-- Records to use follows --

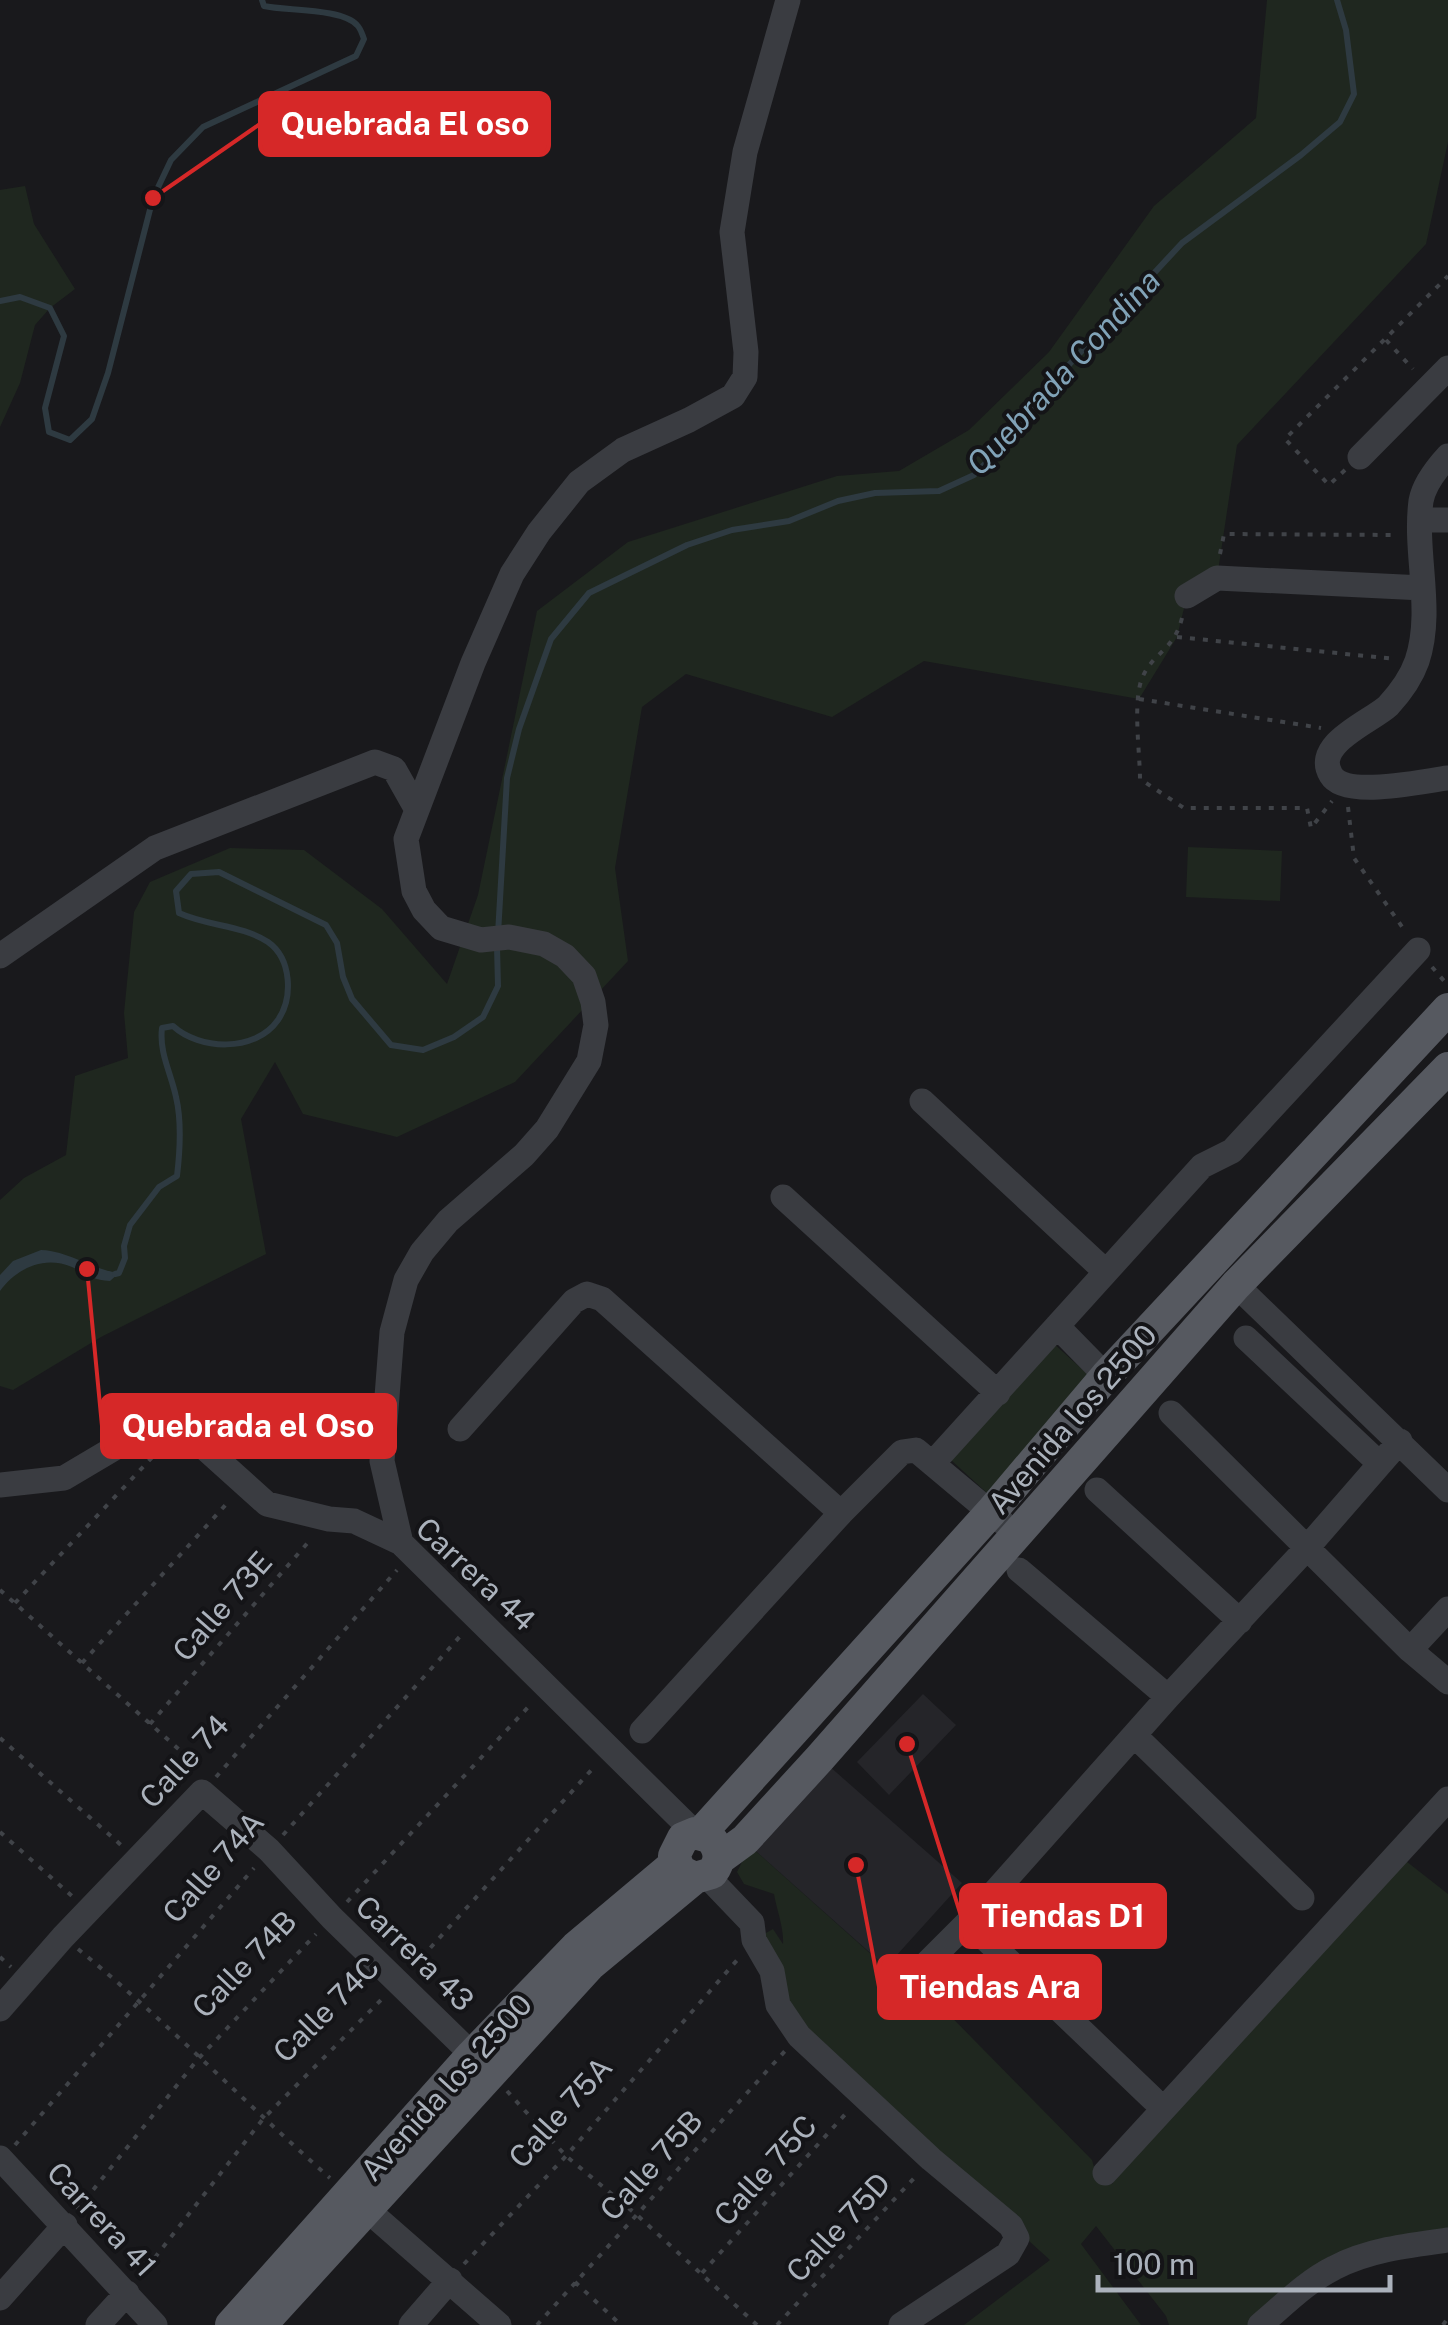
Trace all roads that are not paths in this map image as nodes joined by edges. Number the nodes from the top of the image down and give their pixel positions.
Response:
1 (788, 0) edge
2 (1448, 368) edge
3 (1448, 456) edge
4 (1360, 457) road end
5 (1431, 525) edge
6 (1424, 588) junction
7 (1188, 596) road end
8 (1448, 778) edge
9 (416, 808) junction
10 (1418, 950) road end
11 (0, 956) edge
12 (1448, 1010) edge
13 (1448, 1068) edge
14 (922, 1101) dead end
15 (783, 1197) dead end
16 (1106, 1272) junction
17 (1236, 1286) junction
18 (1057, 1326) junction
19 (1246, 1338) dead end
20 (1106, 1376) junction
21 (998, 1393) junction
22 (1171, 1414) dead end
23 (460, 1428) dead end
24 (1400, 1441) junction
25 (932, 1464) junction
26 (1380, 1464) junction
27 (0, 1485) edge
28 (1096, 1490) dead end
29 (1448, 1490) edge
30 (841, 1513) junction
31 (1004, 1523) junction
32 (406, 1548) junction
33 (1306, 1549) junction
34 (1019, 1570) dead end
35 (1448, 1609) edge
36 (1240, 1621) junction
37 (1410, 1650) junction
38 (1448, 1682) edge
39 (1168, 1697) junction
40 (642, 1731) dead end
41 (1135, 1736) junction
42 (208, 1786) joint
43 (1448, 1798) edge
44 (704, 1863) junction
45 (1302, 1898) dead end
46 (968, 1922) junction
47 (912, 1978) dead end
48 (0, 2009) edge
49 (482, 2064) junction
50 (1153, 2099) dead end
51 (1, 2160) edge
52 (1104, 2173) dead end
53 (358, 2201) junction
54 (65, 2225) junction
55 (1448, 2240) edge
56 (450, 2280) junction
57 (127, 2293) junction
58 (0, 2298) edge
59 (98, 2325) edge
60 (155, 2325) edge
61 (231, 2325) edge
62 (261, 2325) edge
63 (410, 2325) edge
64 (498, 2325) edge
65 (901, 2325) edge
66 (1260, 2325) edge

1 - 9 street
2 - 4 street
3 - 5 street
5 - 6 street
6 - 7 street
6 - 8 street
9 - 11 street
9 - 32 street
10 - 16 street
12 - 20 main road, Avenida los 2500
13 - 17 main road, Avenida los 2500
14 - 16 street
15 - 21 street
16 - 18 street
17 - 24 street
17 - 31 main road, Avenida los 2500
18 - 20 street
18 - 21 street
19 - 26 street
20 - 31 main road, Avenida los 2500
21 - 25 street
22 - 33 street
23 - 30 street
24 - 26 street
24 - 29 street
25 - 30 street
25 - 31 street
26 - 33 street
27 - 32 street, Carrera 44
28 - 36 street
30 - 40 street
31 - 44 main road, Avenida los 2500
32 - 44 street, Carrera 44
33 - 36 street
33 - 37 street
34 - 39 street
35 - 37 street
36 - 39 street
37 - 38 street
39 - 41 street
41 - 45 street
41 - 46 street
42 - 48 street, Calle 74
42 - 49 street, Carrera 43
43 - 52 street
44 - 49 main road, Avenida los 2500
44 - 65 street, Carrera 44
46 - 47 street
46 - 50 street
49 - 53 main road, Avenida los 2500
51 - 54 street, Carrera 41
53 - 56 street
53 - 61 main road, Avenida los 2500
53 - 62 main road, Avenida los 2500
54 - 57 street, Carrera 41
54 - 58 street
55 - 66 street
56 - 63 street
56 - 64 street
57 - 59 street
57 - 60 street, Carrera 41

-- Records to use concluded --

**Exercise**
Pictures should be skipped, and the records retyped word for word.

**Exercise answer**
Trace all roads that are not paths in this map image as nodes joined by edges. Number the nodes from the top of the image down and give their pixel positions.
Response:
1 (788, 0) edge
2 (1448, 368) edge
3 (1448, 456) edge
4 (1360, 457) road end
5 (1431, 525) edge
6 (1424, 588) junction
7 (1188, 596) road end
8 (1448, 778) edge
9 (416, 808) junction
10 (1418, 950) road end
11 (0, 956) edge
12 (1448, 1010) edge
13 (1448, 1068) edge
14 (922, 1101) dead end
15 (783, 1197) dead end
16 (1106, 1272) junction
17 (1236, 1286) junction
18 (1057, 1326) junction
19 (1246, 1338) dead end
20 (1106, 1376) junction
21 (998, 1393) junction
22 (1171, 1414) dead end
23 (460, 1428) dead end
24 (1400, 1441) junction
25 (932, 1464) junction
26 (1380, 1464) junction
27 (0, 1485) edge
28 (1096, 1490) dead end
29 (1448, 1490) edge
30 (841, 1513) junction
31 (1004, 1523) junction
32 (406, 1548) junction
33 (1306, 1549) junction
34 (1019, 1570) dead end
35 (1448, 1609) edge
36 (1240, 1621) junction
37 (1410, 1650) junction
38 (1448, 1682) edge
39 (1168, 1697) junction
40 (642, 1731) dead end
41 (1135, 1736) junction
42 (208, 1786) joint
43 (1448, 1798) edge
44 (704, 1863) junction
45 (1302, 1898) dead end
46 (968, 1922) junction
47 (912, 1978) dead end
48 (0, 2009) edge
49 (482, 2064) junction
50 (1153, 2099) dead end
51 (1, 2160) edge
52 (1104, 2173) dead end
53 (358, 2201) junction
54 (65, 2225) junction
55 (1448, 2240) edge
56 (450, 2280) junction
57 (127, 2293) junction
58 (0, 2298) edge
59 (98, 2325) edge
60 (155, 2325) edge
61 (231, 2325) edge
62 (261, 2325) edge
63 (410, 2325) edge
64 (498, 2325) edge
65 (901, 2325) edge
66 (1260, 2325) edge

1 - 9 street
2 - 4 street
3 - 5 street
5 - 6 street
6 - 7 street
6 - 8 street
9 - 11 street
9 - 32 street
10 - 16 street
12 - 20 main road, Avenida los 2500
13 - 17 main road, Avenida los 2500
14 - 16 street
15 - 21 street
16 - 18 street
17 - 24 street
17 - 31 main road, Avenida los 2500
18 - 20 street
18 - 21 street
19 - 26 street
20 - 31 main road, Avenida los 2500
21 - 25 street
22 - 33 street
23 - 30 street
24 - 26 street
24 - 29 street
25 - 30 street
25 - 31 street
26 - 33 street
27 - 32 street, Carrera 44
28 - 36 street
30 - 40 street
31 - 44 main road, Avenida los 2500
32 - 44 street, Carrera 44
33 - 36 street
33 - 37 street
34 - 39 street
35 - 37 street
36 - 39 street
37 - 38 street
39 - 41 street
41 - 45 street
41 - 46 street
42 - 48 street, Calle 74
42 - 49 street, Carrera 43
43 - 52 street
44 - 49 main road, Avenida los 2500
44 - 65 street, Carrera 44
46 - 47 street
46 - 50 street
49 - 53 main road, Avenida los 2500
51 - 54 street, Carrera 41
53 - 56 street
53 - 61 main road, Avenida los 2500
53 - 62 main road, Avenida los 2500
54 - 57 street, Carrera 41
54 - 58 street
55 - 66 street
56 - 63 street
56 - 64 street
57 - 59 street
57 - 60 street, Carrera 41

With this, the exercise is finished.